- **Work task**
Find each line below that includes "graph", then copy it.

- **Data**
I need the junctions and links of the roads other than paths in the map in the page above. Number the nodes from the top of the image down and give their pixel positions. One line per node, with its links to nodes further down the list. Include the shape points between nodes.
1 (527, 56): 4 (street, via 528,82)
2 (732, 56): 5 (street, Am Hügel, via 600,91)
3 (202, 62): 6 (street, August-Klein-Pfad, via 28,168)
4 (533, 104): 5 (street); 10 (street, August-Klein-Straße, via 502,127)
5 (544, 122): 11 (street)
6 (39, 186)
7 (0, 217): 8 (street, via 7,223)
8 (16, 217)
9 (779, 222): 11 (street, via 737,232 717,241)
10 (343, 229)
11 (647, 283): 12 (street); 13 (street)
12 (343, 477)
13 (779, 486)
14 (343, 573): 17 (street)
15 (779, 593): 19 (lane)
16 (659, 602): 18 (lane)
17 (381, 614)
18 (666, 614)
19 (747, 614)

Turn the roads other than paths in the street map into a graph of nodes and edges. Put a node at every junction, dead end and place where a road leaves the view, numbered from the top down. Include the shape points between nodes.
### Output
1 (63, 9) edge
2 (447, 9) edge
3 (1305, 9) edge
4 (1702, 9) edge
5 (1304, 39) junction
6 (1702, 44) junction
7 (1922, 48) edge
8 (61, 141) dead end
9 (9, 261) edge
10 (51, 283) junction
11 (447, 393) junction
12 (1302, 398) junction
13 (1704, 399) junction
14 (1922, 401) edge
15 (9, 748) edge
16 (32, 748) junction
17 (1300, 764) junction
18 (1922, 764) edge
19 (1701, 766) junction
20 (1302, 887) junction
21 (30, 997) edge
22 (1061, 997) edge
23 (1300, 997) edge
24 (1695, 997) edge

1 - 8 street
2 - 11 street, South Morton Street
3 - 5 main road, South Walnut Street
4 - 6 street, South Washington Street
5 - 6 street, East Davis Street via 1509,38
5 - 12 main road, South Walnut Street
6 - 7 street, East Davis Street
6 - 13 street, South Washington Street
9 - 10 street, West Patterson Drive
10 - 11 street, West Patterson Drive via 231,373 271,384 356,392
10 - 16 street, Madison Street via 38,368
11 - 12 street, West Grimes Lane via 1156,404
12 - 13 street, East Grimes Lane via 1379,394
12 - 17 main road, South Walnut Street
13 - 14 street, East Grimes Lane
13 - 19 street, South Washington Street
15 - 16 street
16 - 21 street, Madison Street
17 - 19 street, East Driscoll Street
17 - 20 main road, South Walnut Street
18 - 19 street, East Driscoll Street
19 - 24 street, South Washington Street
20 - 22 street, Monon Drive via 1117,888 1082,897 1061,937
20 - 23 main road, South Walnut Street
---
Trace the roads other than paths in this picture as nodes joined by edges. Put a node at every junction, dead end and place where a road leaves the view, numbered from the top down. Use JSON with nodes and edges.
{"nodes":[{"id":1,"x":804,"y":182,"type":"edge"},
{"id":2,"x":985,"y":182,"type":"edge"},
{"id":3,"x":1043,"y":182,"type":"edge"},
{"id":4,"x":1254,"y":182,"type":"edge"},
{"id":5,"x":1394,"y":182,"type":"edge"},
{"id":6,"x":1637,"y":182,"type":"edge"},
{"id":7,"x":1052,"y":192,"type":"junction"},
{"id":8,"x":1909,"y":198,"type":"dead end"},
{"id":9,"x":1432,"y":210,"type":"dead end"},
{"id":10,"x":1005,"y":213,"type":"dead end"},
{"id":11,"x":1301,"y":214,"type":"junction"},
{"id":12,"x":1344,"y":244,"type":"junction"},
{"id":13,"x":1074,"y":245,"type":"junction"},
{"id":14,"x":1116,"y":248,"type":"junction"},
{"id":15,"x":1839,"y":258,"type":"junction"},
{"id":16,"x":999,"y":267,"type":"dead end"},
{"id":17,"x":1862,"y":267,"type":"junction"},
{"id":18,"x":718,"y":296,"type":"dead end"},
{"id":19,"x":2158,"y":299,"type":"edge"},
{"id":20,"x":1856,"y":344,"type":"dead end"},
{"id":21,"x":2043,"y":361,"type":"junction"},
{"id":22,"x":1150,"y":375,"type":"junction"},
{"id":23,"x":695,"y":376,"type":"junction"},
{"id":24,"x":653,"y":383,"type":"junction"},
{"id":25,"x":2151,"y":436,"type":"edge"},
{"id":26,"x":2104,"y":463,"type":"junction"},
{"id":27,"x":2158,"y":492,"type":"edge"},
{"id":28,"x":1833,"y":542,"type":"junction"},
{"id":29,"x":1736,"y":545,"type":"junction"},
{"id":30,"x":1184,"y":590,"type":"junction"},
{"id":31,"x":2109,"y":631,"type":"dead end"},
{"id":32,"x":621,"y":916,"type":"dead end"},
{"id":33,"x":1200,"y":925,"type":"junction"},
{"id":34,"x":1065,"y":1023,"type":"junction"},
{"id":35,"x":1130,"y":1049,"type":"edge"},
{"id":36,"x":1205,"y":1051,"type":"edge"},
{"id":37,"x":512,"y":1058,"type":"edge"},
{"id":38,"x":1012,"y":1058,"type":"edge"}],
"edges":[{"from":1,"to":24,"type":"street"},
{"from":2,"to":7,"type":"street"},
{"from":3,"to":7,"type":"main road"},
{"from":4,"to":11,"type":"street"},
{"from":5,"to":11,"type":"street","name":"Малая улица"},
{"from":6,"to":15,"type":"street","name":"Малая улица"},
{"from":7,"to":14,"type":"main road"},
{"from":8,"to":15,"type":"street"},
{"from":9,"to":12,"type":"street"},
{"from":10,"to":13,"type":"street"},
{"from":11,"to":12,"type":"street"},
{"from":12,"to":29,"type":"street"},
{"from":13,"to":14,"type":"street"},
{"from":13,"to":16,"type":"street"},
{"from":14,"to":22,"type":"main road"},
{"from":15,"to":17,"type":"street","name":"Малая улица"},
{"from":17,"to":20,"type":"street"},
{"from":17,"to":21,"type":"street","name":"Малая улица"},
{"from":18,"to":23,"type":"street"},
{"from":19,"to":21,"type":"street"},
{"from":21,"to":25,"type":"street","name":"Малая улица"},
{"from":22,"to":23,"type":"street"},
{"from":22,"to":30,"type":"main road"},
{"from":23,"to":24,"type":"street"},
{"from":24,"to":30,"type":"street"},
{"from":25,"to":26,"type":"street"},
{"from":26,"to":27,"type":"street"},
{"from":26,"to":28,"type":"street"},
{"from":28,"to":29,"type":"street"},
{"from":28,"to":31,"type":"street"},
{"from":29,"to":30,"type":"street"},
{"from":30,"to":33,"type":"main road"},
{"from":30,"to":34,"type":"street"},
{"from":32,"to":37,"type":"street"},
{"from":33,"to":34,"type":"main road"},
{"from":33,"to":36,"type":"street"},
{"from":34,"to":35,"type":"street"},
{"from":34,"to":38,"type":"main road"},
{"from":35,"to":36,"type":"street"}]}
---
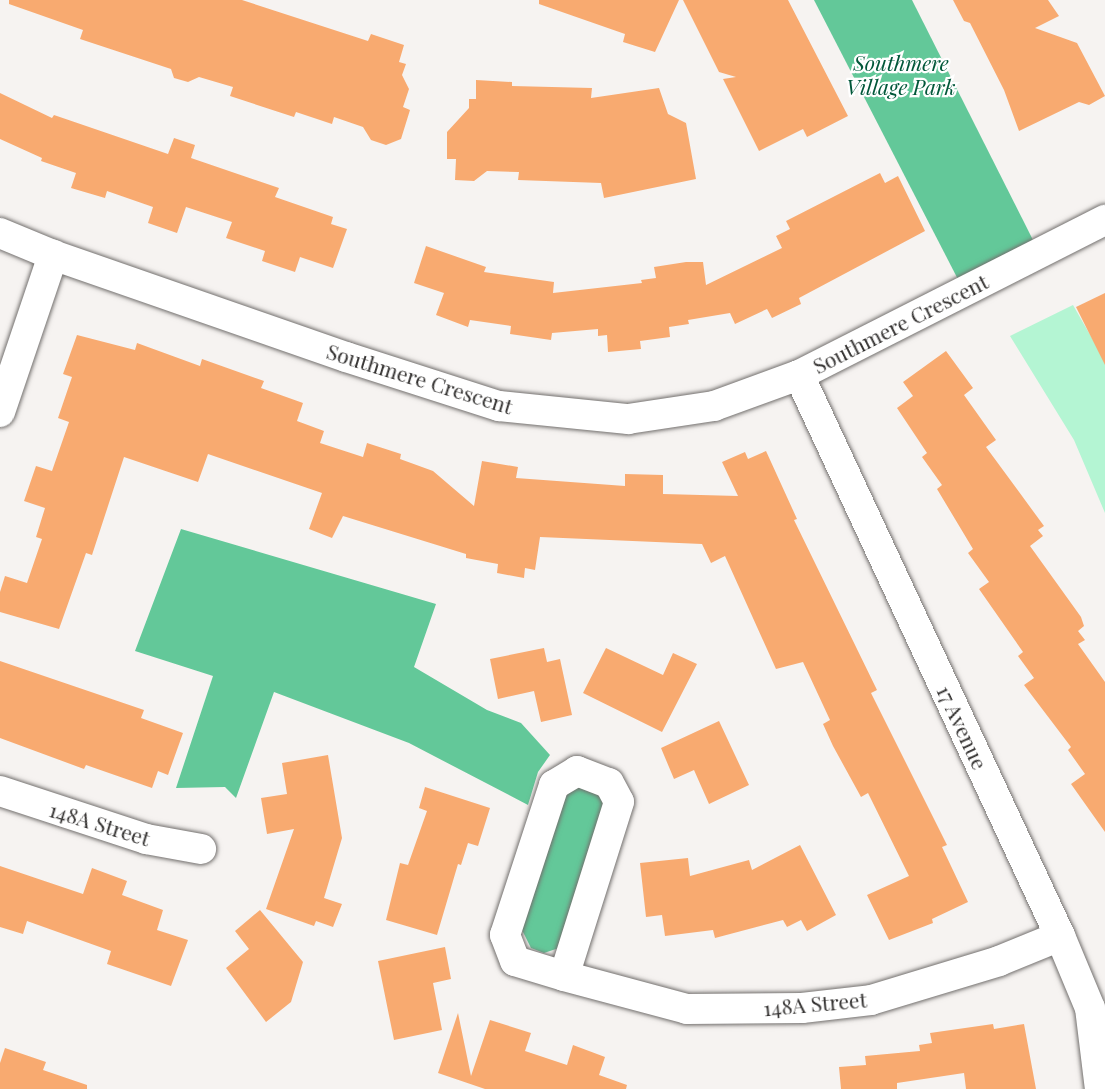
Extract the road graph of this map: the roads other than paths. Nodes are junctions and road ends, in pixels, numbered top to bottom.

- **Problem solution**
Turn the roads other than paths in the street map into a graph of nodes and edges. Put a node at every junction, dead end and place where a road leaves the view, numbered from the top down. Include the shape points between nodes.
Extract the road graph of this map: the roads other than paths. Nodes are junctions and road ends, in pixels, numbered top to bottom.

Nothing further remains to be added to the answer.